Bil'in was not always impoverished. In the last five years many villagers have become cut off from their sources of income due to the closure of Israel to Palestinian workers, the Israeli siege on Palestinian cities and villages and the theft of farmland for settlement construction.

For one year, villagers have engaged the Israeli military through a variety of creative nonviolent tactics to interfere with the construction of the annexation barrier on their land. The barrier, justified by Israel as a security measure, will separate villagers from more than half their land in order to absorb the illegal Modi'in Illit settlement and surrounding land to allow for its expansion into Israel.

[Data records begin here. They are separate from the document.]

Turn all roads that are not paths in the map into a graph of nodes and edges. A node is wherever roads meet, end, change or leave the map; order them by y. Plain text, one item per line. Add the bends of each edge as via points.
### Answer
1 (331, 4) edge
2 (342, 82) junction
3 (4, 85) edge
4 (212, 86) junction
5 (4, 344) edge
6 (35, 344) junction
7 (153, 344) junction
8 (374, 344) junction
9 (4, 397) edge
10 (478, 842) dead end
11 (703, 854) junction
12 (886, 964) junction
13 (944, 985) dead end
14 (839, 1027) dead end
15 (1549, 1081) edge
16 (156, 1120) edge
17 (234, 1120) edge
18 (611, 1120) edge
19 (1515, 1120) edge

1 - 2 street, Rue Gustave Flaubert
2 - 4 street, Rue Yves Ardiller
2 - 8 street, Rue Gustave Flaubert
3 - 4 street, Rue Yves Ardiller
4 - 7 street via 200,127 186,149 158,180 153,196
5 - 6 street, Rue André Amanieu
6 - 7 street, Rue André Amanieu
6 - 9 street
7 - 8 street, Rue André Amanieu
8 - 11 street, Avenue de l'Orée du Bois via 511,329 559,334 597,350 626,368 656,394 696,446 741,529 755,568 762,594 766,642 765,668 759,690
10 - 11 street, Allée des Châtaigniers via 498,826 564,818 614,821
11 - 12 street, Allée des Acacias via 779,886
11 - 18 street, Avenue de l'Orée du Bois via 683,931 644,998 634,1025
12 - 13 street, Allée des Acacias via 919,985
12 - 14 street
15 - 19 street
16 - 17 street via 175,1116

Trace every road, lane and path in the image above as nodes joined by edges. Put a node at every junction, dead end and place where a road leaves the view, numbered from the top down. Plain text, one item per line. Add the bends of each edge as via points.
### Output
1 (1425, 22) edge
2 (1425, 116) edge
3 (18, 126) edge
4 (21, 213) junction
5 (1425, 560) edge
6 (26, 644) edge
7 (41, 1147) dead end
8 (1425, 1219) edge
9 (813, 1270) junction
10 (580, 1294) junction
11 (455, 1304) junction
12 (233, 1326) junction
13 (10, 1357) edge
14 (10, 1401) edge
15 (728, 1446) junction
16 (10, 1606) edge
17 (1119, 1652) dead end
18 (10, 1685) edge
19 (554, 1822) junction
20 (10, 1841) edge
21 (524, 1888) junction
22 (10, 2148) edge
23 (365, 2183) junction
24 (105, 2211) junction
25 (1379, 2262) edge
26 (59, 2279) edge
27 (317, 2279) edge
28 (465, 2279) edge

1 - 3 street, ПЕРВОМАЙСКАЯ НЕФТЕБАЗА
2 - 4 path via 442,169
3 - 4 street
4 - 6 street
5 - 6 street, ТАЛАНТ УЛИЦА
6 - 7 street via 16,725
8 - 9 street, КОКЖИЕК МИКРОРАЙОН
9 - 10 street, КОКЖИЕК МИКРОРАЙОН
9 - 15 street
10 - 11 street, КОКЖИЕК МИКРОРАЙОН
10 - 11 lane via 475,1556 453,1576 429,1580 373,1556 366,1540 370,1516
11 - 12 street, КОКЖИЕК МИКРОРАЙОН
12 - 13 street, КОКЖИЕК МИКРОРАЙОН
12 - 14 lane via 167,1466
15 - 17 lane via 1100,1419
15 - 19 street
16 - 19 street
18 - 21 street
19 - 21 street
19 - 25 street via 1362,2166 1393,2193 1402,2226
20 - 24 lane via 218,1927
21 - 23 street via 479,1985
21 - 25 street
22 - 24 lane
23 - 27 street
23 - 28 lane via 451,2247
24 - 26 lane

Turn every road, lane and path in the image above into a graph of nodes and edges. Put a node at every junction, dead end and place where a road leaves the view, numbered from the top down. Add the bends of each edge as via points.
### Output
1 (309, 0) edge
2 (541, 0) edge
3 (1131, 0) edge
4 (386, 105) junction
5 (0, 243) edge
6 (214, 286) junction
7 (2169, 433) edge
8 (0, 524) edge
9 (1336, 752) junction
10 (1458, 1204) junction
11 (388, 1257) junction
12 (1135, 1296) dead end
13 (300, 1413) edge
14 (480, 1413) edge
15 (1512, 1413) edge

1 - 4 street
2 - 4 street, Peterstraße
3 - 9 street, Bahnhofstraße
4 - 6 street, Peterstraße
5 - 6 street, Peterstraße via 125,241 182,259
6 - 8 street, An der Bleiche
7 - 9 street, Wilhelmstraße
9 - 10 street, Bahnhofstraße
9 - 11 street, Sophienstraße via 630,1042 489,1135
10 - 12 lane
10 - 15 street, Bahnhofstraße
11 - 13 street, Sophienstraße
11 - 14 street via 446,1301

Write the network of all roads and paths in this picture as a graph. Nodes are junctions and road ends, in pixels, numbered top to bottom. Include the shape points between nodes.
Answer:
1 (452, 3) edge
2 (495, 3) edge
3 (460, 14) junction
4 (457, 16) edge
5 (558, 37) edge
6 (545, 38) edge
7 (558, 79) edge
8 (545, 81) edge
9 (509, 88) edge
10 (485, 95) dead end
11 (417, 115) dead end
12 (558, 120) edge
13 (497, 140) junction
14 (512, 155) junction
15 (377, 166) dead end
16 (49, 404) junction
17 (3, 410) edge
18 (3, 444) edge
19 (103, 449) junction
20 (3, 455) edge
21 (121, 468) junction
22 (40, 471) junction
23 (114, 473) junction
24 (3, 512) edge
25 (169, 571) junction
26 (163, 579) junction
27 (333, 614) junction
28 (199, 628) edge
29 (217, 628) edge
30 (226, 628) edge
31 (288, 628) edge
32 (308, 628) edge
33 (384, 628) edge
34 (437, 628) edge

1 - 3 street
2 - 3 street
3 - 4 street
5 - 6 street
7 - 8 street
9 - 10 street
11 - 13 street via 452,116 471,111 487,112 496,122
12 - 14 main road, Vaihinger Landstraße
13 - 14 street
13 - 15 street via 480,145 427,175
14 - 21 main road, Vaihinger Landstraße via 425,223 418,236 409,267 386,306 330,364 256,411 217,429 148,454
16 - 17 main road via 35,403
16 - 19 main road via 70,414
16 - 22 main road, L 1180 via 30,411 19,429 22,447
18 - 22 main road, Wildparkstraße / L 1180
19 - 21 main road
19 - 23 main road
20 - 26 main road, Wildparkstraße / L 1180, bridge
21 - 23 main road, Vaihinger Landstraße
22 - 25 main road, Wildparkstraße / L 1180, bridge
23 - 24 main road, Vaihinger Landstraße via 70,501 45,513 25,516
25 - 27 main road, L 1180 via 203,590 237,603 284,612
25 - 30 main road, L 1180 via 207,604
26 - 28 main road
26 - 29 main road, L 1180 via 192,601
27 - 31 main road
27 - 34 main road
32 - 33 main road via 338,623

However, the use of strategic nonviolent direct action has come with a price. Since October 22, 2005 the military has being conducting night raids on Bil'in village, arresting young men and children. Those arrested reported they have been abused or tortured in confinement. Recently 18 villagers were charged with one to four months in Israeli military prison and 1,000 to 2,000 NIS each in fines. Every 1,000 NIS ($213) left unpaid results in an additional one month of imprisonment.

Many economically devastated families are unable to pay this fee, and are left feeling helpless and humiliated, unable to prevent further weeks of abuse.

Following a legal struggle within the Israeli military system some prisoners were offered release on bail of between 2,000 and 10,000 NIS each. With the help of generous donors the ISM Legal Fund, was able to support the community of Bil'in, showing the community they are not alone in their non violent resistance. We posted 39,000 NIS ($8,300) in bail for the release of community leaders and activists and 18,000 NIS ($3,800) in fines to allow Bil'in families to release their loved ones. ISM would like to thank you for your support and ask that you continue to give so we can prevent other instances of needless incarceration.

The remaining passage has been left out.